In this regard, Euphoria carries a central message that is nearly Zen-like in its simplicity: Real, long-lasting pleasure stems from living a meaningful life. The more you devote yourself to things that have meaning for you, the happier you’ll be, and your brain can take you there, even if you think that everyone else is smarter than you.
“Unless people believe that they can do what they’re trying to do, they won’t try,” Boot says. “They won’t do it. And so the reason that we put so much about the brain’s power in the film is to empower people to think that they can really pursue what they find meaningful and engaging, and that their brain’s gonna be there for them.”
So that’s why, in Euphoria, you find Boot standing in the middle of the Maryland woods talking about neurons. (Your brain is wired with 1 quadrillion neuron connections, he explains, so if each branch of your neurons were a branch on a tree, your brain would be a forest two and a half times the size of Texas.) That’s why you find him, in another scene in a Baltimore brownfield, kneeling over a stack of frozen beefsteaks with a cordless screwdriver, trying to fashion them into a sculpture of an angel. (He fails miserably—an illustration, he says, of what can happen if you approach your body and your spirit as mutually exclusive materials.) That’s why he interviews a dozen people who have found pursuits that engage their brains (including Contemporary Museum board chief Michael Salcman and sound artist Nicole Shiflet). And that’s why you find him marching around every now and then in his underwear, exhorting you to put your brain to good use, because “what success really means is emotional success.”
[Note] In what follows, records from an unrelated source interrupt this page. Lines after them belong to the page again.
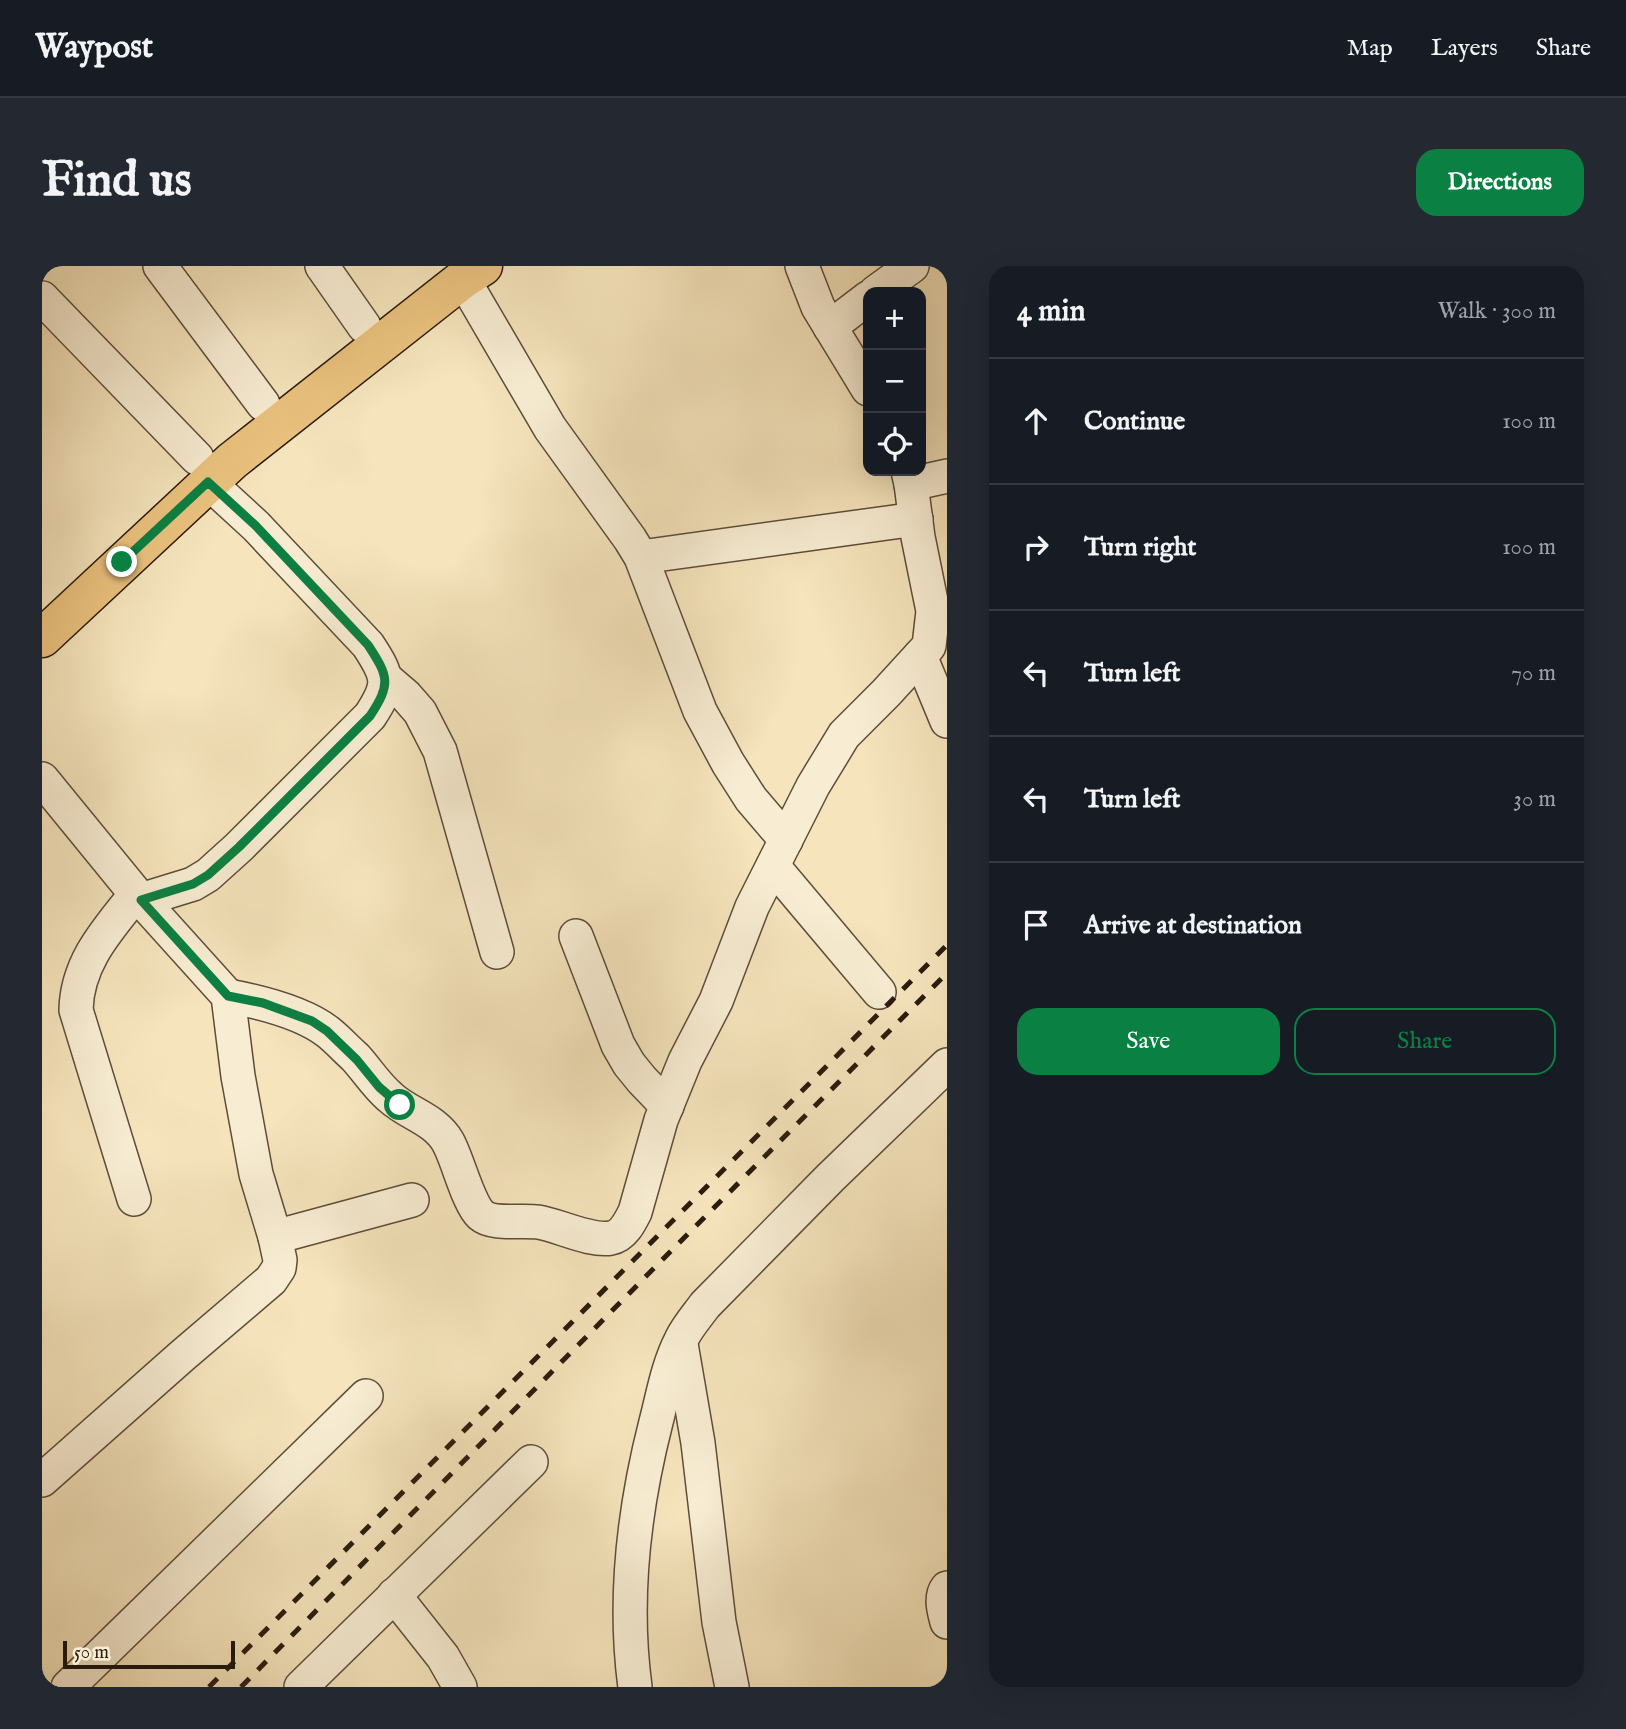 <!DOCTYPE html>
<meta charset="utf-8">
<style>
body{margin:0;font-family:"IM FELL English",serif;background:#242831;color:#f1f3f6}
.controls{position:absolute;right:21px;top:21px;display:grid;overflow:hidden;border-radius:14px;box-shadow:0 7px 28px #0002}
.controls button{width:63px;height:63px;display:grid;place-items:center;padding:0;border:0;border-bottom:2px solid #363941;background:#171b24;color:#f1f3f6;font:35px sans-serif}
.scale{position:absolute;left:21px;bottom:18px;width:172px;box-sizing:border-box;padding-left:7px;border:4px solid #2a1b0e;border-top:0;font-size:19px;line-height:24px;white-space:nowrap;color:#2a1b0e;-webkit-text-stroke:5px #f8edd3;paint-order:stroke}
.stop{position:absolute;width:21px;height:21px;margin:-16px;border:5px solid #0b8043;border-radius:50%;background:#fff}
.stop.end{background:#0b8043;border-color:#fff;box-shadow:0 2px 7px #0008}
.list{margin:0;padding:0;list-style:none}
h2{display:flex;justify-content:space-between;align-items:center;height:91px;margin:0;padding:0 28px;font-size:30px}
h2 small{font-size:23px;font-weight:400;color:#9ea1a6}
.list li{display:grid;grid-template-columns:46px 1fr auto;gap:21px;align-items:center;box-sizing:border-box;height:126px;padding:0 28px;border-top:2px solid #363941}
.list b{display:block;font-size:26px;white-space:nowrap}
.list em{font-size:23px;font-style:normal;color:#9ea1a6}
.actions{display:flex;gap:14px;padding:21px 28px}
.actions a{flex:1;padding:16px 0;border:2px solid #0b8043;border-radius:21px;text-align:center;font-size:24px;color:#0b8043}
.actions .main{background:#0b8043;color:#fff}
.icon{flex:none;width:38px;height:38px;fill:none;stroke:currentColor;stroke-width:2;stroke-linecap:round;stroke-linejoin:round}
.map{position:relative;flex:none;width:905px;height:1421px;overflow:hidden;border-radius:21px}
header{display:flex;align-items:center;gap:42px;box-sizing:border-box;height:98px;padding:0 35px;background:#171b24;border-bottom:2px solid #363941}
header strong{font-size:33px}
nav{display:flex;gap:38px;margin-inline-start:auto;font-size:24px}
.intro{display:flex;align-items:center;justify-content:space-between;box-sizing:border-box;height:168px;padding:0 42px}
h1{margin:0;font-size:49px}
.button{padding:18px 32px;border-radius:21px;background:#0b8043;color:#fff;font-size:24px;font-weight:700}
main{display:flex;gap:42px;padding:0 42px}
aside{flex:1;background:#171b24;border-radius:21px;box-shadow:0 7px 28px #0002}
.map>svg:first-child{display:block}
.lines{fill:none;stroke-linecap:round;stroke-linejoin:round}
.minor-casing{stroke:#5d4d3a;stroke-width:36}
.major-casing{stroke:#2a1b0e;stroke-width:41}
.minor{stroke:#f8edd3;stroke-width:33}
.major{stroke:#eac27e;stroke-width:38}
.rail{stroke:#2a1b0e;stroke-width:5;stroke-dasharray:12 12;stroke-linecap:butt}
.route{stroke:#0b8043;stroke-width:9}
</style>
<header>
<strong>Waypost</strong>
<nav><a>Map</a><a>Layers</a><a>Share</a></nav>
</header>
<div class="intro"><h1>Find us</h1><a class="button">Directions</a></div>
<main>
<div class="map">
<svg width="905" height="1421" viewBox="0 0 905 1421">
<rect width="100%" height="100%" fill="#f5e4bc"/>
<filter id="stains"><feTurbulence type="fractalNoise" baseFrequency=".00286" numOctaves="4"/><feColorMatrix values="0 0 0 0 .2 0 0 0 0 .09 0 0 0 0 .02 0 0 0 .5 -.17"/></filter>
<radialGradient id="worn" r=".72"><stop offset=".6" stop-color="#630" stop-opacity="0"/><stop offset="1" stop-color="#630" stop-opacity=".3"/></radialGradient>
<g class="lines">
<g class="minor-casing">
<g id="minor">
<polyline points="118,0 221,138"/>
<polyline points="280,0 322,60"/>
<polyline points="760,0 776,41 826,123"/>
<polyline points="421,13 508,162 588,273 599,291 658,445 686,497 709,533 744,574"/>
<polyline points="834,26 870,0"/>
<polyline points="0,32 155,192"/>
<polyline points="788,61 826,32"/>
<polyline points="869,218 905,210"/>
<polyline points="599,291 874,253"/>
<polyline points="878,390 905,455"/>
<polyline points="343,412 364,430 378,446 398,485 455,686"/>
<polyline points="0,513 94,628 186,730 196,810 214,908 233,971 238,994 237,1002 229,1014 140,1090 0,1214"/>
<polyline points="731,600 837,726"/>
<path d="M 99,634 L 151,618 L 166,609 L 197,581 L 328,450 C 349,418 347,411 326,379 L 214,260 L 166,216"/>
<polyline points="534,670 576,779 587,798 600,814 625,840"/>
<path d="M 186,730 C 218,736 260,746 286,766 C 295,773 304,783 313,791 C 325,804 334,819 348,831 C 366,848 393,853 406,876 C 416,894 426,937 439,949 C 450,959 480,954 496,956 C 516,959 549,976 569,972 C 581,970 588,956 593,946 L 619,854 L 643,795 L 674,735 L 710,641 L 771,520 L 802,469 L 844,427 L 887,380 L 891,345 L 876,271 L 869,218 L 866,205"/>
<path d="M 92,933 L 34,744 C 35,696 66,663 94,628"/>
<polyline points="233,971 370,934"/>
<polyline points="639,1078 656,1177 677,1356 690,1421"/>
<path d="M 905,1322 C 898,1331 902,1345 905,1356"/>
<polyline points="352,1329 401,1391 418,1421"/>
<polyline points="26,1421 324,1130"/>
<polyline points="259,1421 489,1196"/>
<path d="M 593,1421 C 581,1332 592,1242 614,1156 C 621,1129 626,1099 639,1074 C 645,1061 655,1050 663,1039 L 788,912 L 905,799"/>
</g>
</g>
<g class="major-casing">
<polyline id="major" points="0,372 190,195 421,13 441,0"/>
</g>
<use href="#minor" class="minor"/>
<use href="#major" class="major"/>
<g class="rail">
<polyline points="167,1421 905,679"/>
<polyline points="199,1421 625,989 905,707"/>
</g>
</g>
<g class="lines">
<path class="route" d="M 80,296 L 166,216 L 214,260 L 326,379 C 347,411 349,418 328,450 L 197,581 L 166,609 L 151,618 L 99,634 L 186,730 L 221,737 L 270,755 L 285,765 L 315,794 L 337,821 L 358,839"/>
</g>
<rect width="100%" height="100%" filter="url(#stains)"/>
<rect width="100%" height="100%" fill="url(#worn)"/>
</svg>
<div class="controls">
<button>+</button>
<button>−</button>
<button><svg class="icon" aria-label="locate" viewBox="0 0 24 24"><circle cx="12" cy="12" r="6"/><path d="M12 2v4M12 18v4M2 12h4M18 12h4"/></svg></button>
</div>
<div class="scale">50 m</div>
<div class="stop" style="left:358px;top:839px"></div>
<div class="stop end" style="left:80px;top:296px"></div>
</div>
<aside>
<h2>4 min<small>Walk · 300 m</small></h2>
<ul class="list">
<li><svg class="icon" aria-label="ahead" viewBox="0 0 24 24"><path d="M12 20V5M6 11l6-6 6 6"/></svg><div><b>Continue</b></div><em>100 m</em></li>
<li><svg class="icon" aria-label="right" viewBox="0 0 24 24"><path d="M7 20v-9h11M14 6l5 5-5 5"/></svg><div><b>Turn right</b></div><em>100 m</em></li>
<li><svg class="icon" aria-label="left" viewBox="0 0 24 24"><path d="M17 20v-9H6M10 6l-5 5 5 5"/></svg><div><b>Turn left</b></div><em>70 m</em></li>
<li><svg class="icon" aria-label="left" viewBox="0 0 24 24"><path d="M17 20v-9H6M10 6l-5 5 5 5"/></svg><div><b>Turn left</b></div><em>30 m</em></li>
<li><svg class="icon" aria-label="arrive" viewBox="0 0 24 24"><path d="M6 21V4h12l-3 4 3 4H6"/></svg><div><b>Arrive at destination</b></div></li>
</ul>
<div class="actions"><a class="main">Save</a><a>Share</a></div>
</aside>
</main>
For sure, it’s all a very long way from Carl Sagan telling you that you’re “made of star stuff.” Even the most die-hard PBS viewer or fan of the National Geographic Channel would be hard-pressed to find an educational film anything like Euphoria, and that’s just what Boot intended. Rather than simply making a statement, he wanted to make contact, with nothing to get in the way of his naked enthusiasm.
“This film is very much a documentation of my own journey through these ideas,” Boot says. “So if there’s any genuine moment where I convey some of my own passion for the ideas in the film, it’s only because of that.”